We are living in an era where new technologies emerge such as additive manufacturing. Beyond conventional construction materials, new types of materials engineered at micro/macro scale can be explored as alternatives or co-using ones with additive manufacturing which can address architectural and structural design interests. For instance, metamaterials, artificially engineered materials, consist of periodic lattice structures and are designed to have unique properties extending generally beyond mechanical, thermal, and acoustic domain of conventional materials (e.g., negative elasticity, bulk modulus, thermal expansion coefficient, and Poisson’s ratio). Advances in digital design and additive manufacturing have enabled engineers and architects to create diverse geometries with numerous material options. This provides a unique opportunity for novel design solutions with improved sustainability and integrity of infrastructure. Sharing knowledge and interests gleaned from multidiscipline would facilitate the identification of additively manufactured materials and wisely use it with the limited resource in building industries towards sustainability and resilience. It is worthy for us to explore the possibility of past, current and near future resources through recycling, optimization, and emerging technologies within the shared domain of design.

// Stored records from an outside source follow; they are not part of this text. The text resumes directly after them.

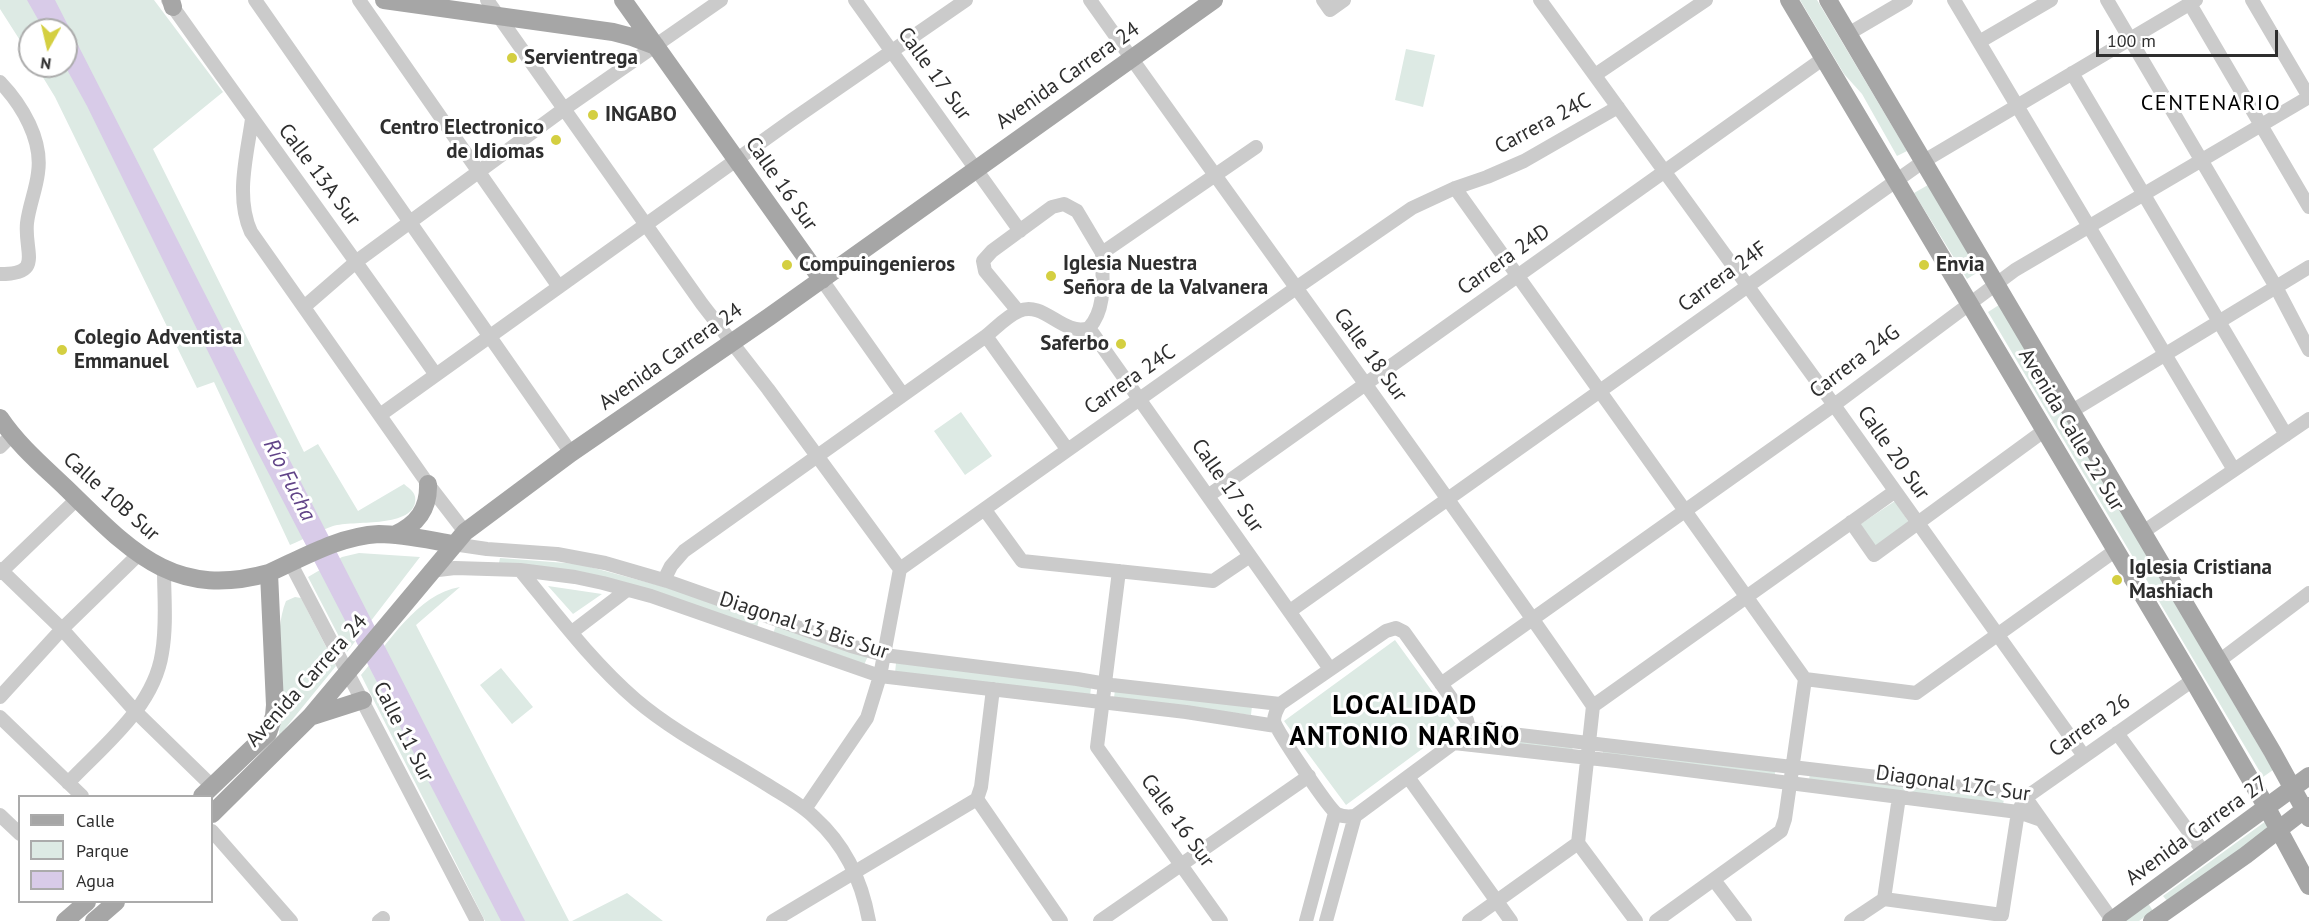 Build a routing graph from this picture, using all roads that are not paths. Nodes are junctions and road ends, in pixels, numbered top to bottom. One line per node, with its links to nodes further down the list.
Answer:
1 (255, 0): 53 (street)
2 (359, 0): 46 (street)
3 (384, 0): 22 (main road)
4 (623, 0): 28 (main road, Calle 16 Sur)
5 (721, 0): 28 (street)
6 (855, 0): 29 (street, Calle 17 Sur)
7 (966, 0): 29 (street)
8 (1090, 0): 30 (street, Calle 18 Sur)
9 (1214, 0): 30 (main road, Avenida Carrera 24)
10 (1344, 0): 23 (street)
11 (1540, 0): 33 (street, Calle 20 Sur)
12 (1706, 0): 33 (street, Carrera 24C)
13 (1790, 0): 31 (main road, Avenida Calle 22 Sur)
14 (1828, 0): 25 (main road, Avenida Calle 22 Sur)
15 (1906, 0): 25 (street)
16 (1954, 0): 27 (street)
17 (2051, 0): 27 (street)
18 (2107, 0): 26 (street)
19 (2252, 0): 35 (street)
20 (171, 2): 39 (street, Calle 13A Sur)
21 (2193, 2): 26 (street, Carrera 24F); 40 (street)
22 (452, 4): 24 (main road)
23 (1326, 5)
24 (492, 7): 28 (main road); 38 (street)
25 (1848, 34): 43 (main road, Avenida Calle 22 Sur)
26 (2130, 39): 32 (street, Carrera 24F); 44 (street)
27 (1979, 42): 36 (street)
28 (656, 46): 38 (street); 42 (main road, Calle 16 Sur)
29 (892, 51): 42 (street); 45 (street, Calle 17 Sur)
30 (1131, 58): 45 (main road, Avenida Carrera 24); 48 (street, Calle 18 Sur)
31 (1824, 58): 47 (street, Carrera 24D); 49 (main road, Avenida Calle 22 Sur)
32 (2072, 73): 36 (street, Carrera 24F); 51 (street)
33 (1595, 75): 37 (street, Calle 20 Sur)
34 (0, 82): 60 (street)
35 (2309, 97): 40 (street, Carrera 24G)
36 (2017, 105): 43 (street, Carrera 24F); 55 (street)
37 (1618, 107): 47 (street, Calle 20 Sur); 50 (street, Carrera 24C)
38 (564, 109): 46 (street); 54 (street)
39 (252, 119): 58 (street, Calle 13A Sur); 69 (street)
40 (2260, 126): 44 (street, Carrera 24G); 52 (street)
41 (1256, 147): 48 (street)
42 (736, 160): 54 (street); 62 (main road, Calle 16 Sur)
43 (1924, 160): 49 (street, Carrera 24F); 63 (main road, Avenida Calle 22 Sur)
44 (2202, 160): 51 (street, Carrera 24G); 66 (street)
45 (976, 168): 56 (street, Calle 17 Sur); 62 (main road, Avenida Carrera 24)
46 (479, 172): 53 (street); 65 (street)
47 (1664, 172): 61 (street, Carrera 24D); 64 (street, Calle 20 Sur)
48 (1214, 176): 57 (street); 67 (street, Calle 18 Sur)
49 (1896, 180): 64 (street, Carrera 24F); 68 (main road, Avenida Calle 22 Sur)
50 (1455, 188): 61 (street); 67 (street, Carrera 24C)
51 (2144, 194): 55 (street, Carrera 24G); 71 (street)
52 (2309, 207)
53 (410, 222): 58 (street); 73 (street)
54 (646, 225): 65 (street); 75 (street)
55 (2088, 226): 63 (street, Carrera 24G); 77 (street)
56 (1020, 231): 57 (street); 70 (street)
57 (1102, 253): 72 (street)
58 (357, 261): 69 (street); 78 (street, Calle 13A Sur)
59 (2309, 267): 66 (street)
60 (0, 274)
61 (1517, 276): 79 (street, Carrera 24D); 80 (street)
62 (822, 280): 75 (main road, Avenida Carrera 24); 81 (street, Calle 16 Sur)
63 (1996, 283): 68 (street, Carrera 24G); 84 (main road, Avenida Calle 22 Sur)
64 (1746, 286): 80 (street, Carrera 24F); 83 (street, Calle 20 Sur)
65 (559, 287): 73 (street)
66 (2276, 287): 71 (street); 76 (street)
67 (1296, 288): 79 (street, Calle 18 Sur); 82 (street, Carrera 24C)
68 (1969, 303): 83 (street, Carrera 24G); 88 (main road, Avenida Calle 22 Sur)
69 (304, 307): 85 (street)
70 (1018, 311): 72 (street); 74 (street)
71 (2219, 322): 77 (street); 89 (street)
72 (1089, 328): 82 (street, Calle 17 Sur)
73 (490, 336): 78 (street); 92 (street)
74 (986, 336): 81 (street); 91 (street)
75 (732, 343): 92 (main road, Avenida Carrera 24); 93 (street)
76 (2309, 350)
77 (2165, 354): 84 (street); 94 (street)
78 (436, 375): 85 (street)
79 (1365, 384): 97 (street, Carrera 24D); 99 (street, Calle 18 Sur)
80 (1599, 391): 99 (street, Carrera 24F); 101 (street)
81 (903, 395): 93 (street)
82 (1140, 399): 91 (street, Carrera 24C); 97 (street, Calle 17 Sur)
83 (1834, 405): 96 (street, Calle 20 Sur); 101 (street, Carrera 24G)
84 (2072, 411): 104 (main road, Avenida Calle 22 Sur)
85 (380, 415): 95 (street)
86 (0, 418): 90 (main road, Calle 10B Sur)
87 (2309, 419): 89 (street)
88 (2045, 430): 103 (street); 107 (main road, Avenida Calle 22 Sur)
89 (2286, 435): 94 (street)
90 (6, 441): 98 (main road, Calle 10B Sur)
91 (1067, 449): 100 (street, Carrera 24C)
92 (571, 453): 106 (main road, Avenida Carrera 24)
93 (818, 456): 112 (street); 118 (street)
94 (2234, 470): 104 (street)
95 (428, 484): 105 (main road); 106 (street)
96 (1894, 492): 102 (street); 103 (street, Calle 20 Sur)
97 (1208, 496): 109 (street, Calle 17 Sur)
98 (77, 499): 108 (main road, Calle 10B Sur); 114 (street)
99 (1447, 499): 122 (street, Carrera 24F); 124 (street, Calle 18 Sur)
100 (985, 510): 112 (street, Carrera 24C); 116 (street)
101 (1684, 510): 121 (street); 124 (street, Carrera 24G)
102 (1851, 522): 103 (street); 121 (street)
103 (1917, 524): 127 (street, Calle 20 Sur)
104 (2143, 532): 130 (main road, Avenida Calle 22 Sur)
105 (394, 535): 106 (main road, Calle 10B Sur); 110 (main road, Calle 10B Sur)
106 (459, 538): 115 (main road, Avenida Carrera 24); 118 (street, Diagonal 13 Bis Sur)
107 (2116, 550): 127 (street); 135 (main road, Avenida Calle 22 Sur)
108 (138, 555): 111 (main road, Calle 10B Sur); 125 (street)
109 (1250, 556): 116 (street); 122 (street, Calle 17 Sur)
110 (291, 564): 117 (main road, Calle 10B Sur); 131 (street, Calle 11 Sur)
111 (164, 569): 117 (main road, Calle 10B Sur); 144 (street)
112 (900, 569): 129 (street)
113 (520, 570): 115 (street, Diagonal 13 Bis Sur); 119 (street, Diagonal 13 Bis Sur); 126 (street)
114 (1, 571): 125 (street)
115 (430, 571): 131 (main road, Avenida Carrera 24)
116 (1119, 571): 136 (street)
117 (269, 573): 149 (main road, Avenida Carrera 24)
118 (664, 580): 123 (street, Diagonal 13 Bis Sur)
119 (627, 590): 126 (street); 128 (street, Diagonal 13 Bis Sur)
120 (2309, 593): 130 (street)
121 (1746, 597): 134 (street); 143 (street)
122 (1290, 611): 132 (street, Calle 17 Sur)
123 (770, 617): 128 (street); 129 (street, Diagonal 13 Bis Sur)
124 (1532, 619): 137 (street, Carrera 24G); 143 (street, Calle 18 Sur)
125 (62, 629): 139 (street); 144 (street)
126 (572, 632): 168 (street)
127 (1997, 635): 134 (street); 153 (street, Calle 20 Sur)
128 (764, 636): 133 (street, Diagonal 13 Bis Sur)
129 (884, 655): 133 (street); 136 (street, Diagonal 13 Bis Sur)
130 (2219, 661): 161 (main road, Avenida Calle 22 Sur)
131 (352, 667): 140 (street, Calle 11 Sur); 146 (main road, Avenida Carrera 24)
132 (1330, 669): 137 (street); 142 (street)
133 (880, 676): 138 (street, Diagonal 13 Bis Sur); 168 (street)
134 (1805, 679): 155 (street)
135 (2193, 680): 150 (street, Carrera 26); 167 (main road, Avenida Calle 22 Sur)
136 (1106, 684): 141 (street); 142 (street, Diagonal 13 Bis Sur)
137 (1441, 684): 148 (street)
138 (993, 689): 141 (street, Diagonal 13 Bis Sur); 166 (street)
139 (0, 697)
140 (363, 700): 146 (main road); 195 (street, Calle 11 Sur)
141 (1102, 703): 147 (street, Diagonal 13 Bis Sur); 181 (street, Calle 16 Sur)
142 (1280, 704): 147 (street)
143 (1593, 706): 151 (street)
144 (135, 711): 159 (street); 162 (street)
145 (0, 717): 159 (street)
146 (310, 717): 149 (main road); 171 (main road, Avenida Carrera 24)
147 (1276, 726): 156 (street)
148 (1469, 729): 151 (street, Diagonal 17C Sur); 152 (street)
149 (268, 733): 162 (main road, Avenida Carrera 24)
150 (2117, 733): 153 (street, Carrera 26); 180 (street)
151 (1588, 742): 154 (street); 155 (street, Diagonal 17C Sur)
152 (1454, 743): 154 (street, Diagonal 17C Sur); 158 (street)
153 (2084, 756): 165 (street, Carrera 26)
154 (1587, 758): 160 (street, Diagonal 17C Sur); 179 (street)
155 (1793, 765): 160 (street); 165 (street, Diagonal 17C Sur)
156 (1309, 776): 172 (street); 181 (street)
157 (2309, 776): 161 (main road, Avenida Carrera 27)
158 (1408, 777): 174 (street); 187 (street)
159 (68, 783): 163 (street)
160 (1790, 783): 164 (street, Diagonal 17C Sur); 183 (street)
161 (2293, 788): 167 (main road, Avenida Carrera 27); 169 (main road, Avenida Calle 22 Sur)
162 (207, 792)
163 (81, 795)
164 (1899, 797): 170 (street, Diagonal 17C Sur); 186 (street)
165 (2025, 798): 170 (street, Carrera 26); 175 (street, Diagonal 17C Sur)
166 (977, 799): 182 (street); 198 (street)
167 (2268, 808): 176 (main road, Avenida Calle 22 Sur); 180 (main road, Avenida Carrera 27)
168 (805, 809): 182 (street)
169 (2308, 811): 176 (main road)
170 (2018, 812): 175 (street, Diagonal 17C Sur); 191 (street, Carrera 26)
171 (213, 813)
172 (1335, 813): 174 (street); 201 (street)
173 (0, 814): 177 (street)
174 (1355, 816): 202 (street)
175 (2042, 820): 209 (street)
176 (2279, 829): 184 (main road, Avenida Calle 22 Sur); 190 (main road)
177 (18, 832)
178 (213, 832): 194 (street)
179 (1578, 843): 187 (street); 205 (street)
180 (2205, 854): 185 (main road, Avenida Carrera 27)
181 (1181, 865): 199 (street); 200 (street, Calle 16 Sur)
182 (856, 873): 196 (street); 197 (street)
183 (1714, 880): 206 (street); 207 (street)
184 (2309, 886)
185 (2153, 892): 190 (main road); 209 (main road, Avenida Carrera 27)
186 (1884, 899): 191 (street); 208 (street)
187 (1497, 901): 203 (street); 204 (street)
188 (86, 903): 192 (main road)
189 (115, 903): 193 (main road)
190 (2160, 916)
191 (2004, 918)
192 (65, 921)
193 (94, 921)
194 (291, 921)
195 (477, 921)
196 (773, 921)
197 (869, 921)
198 (1061, 921)
199 (1100, 921)
200 (1221, 921)
201 (1306, 921)
202 (1326, 921)
203 (1469, 921)
204 (1511, 921)
205 (1636, 921)
206 (1656, 921)
207 (1745, 921)
208 (1851, 921)
209 (2112, 921)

Thesis students are encouraged to consider the history of meta-material development in disciplines including, architecture, structural and mechanical engineering, and urban development, considering the shared characteristics and functionality. The research-design projects will investigate the current state-of-the art, trends, limitations across diverse fields to expand our understanding of this additive material to be applied to the development of new material to increase the resilience of building and imagine re-using of refuse material to enhance sustainability.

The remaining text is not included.